DIRECTIONS FOR THIS TASK »
Print back each record unchanged, without pictures.

DATA PROVIDED »
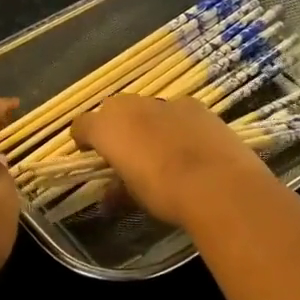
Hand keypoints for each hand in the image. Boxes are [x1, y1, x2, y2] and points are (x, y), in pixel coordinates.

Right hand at [72, 94, 270, 226]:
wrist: (218, 184)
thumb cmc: (163, 192)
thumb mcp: (133, 197)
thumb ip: (116, 190)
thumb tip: (109, 195)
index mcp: (107, 127)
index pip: (82, 125)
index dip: (83, 139)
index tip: (89, 154)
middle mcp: (130, 106)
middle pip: (113, 110)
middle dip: (115, 128)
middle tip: (125, 152)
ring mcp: (164, 102)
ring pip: (145, 109)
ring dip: (146, 124)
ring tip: (160, 150)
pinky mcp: (194, 105)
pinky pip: (175, 112)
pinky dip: (175, 124)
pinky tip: (189, 146)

OUTPUT OF THE TASK »
Hand keypoints for each hand in the image. Boxes are [x1, y1, x2, y2] and points are (x, y), in pixel coordinates.

Right hand at [72, 94, 270, 226]:
wrist: (218, 184)
thumb cmc: (163, 192)
thumb mcp: (133, 197)
thumb ip: (116, 190)
thumb tip: (109, 195)
index mcp: (107, 127)
index pip: (82, 125)
index dip: (83, 139)
index tip: (89, 154)
middle mcp: (130, 106)
middle pip: (113, 110)
middle dip: (115, 128)
middle tip: (125, 152)
ring mcp: (164, 102)
ring pip: (145, 109)
ring dip: (146, 124)
ring tip: (160, 150)
pinky mcp: (194, 105)
pinky pip: (175, 112)
pinky dip: (175, 124)
pinky tip: (189, 146)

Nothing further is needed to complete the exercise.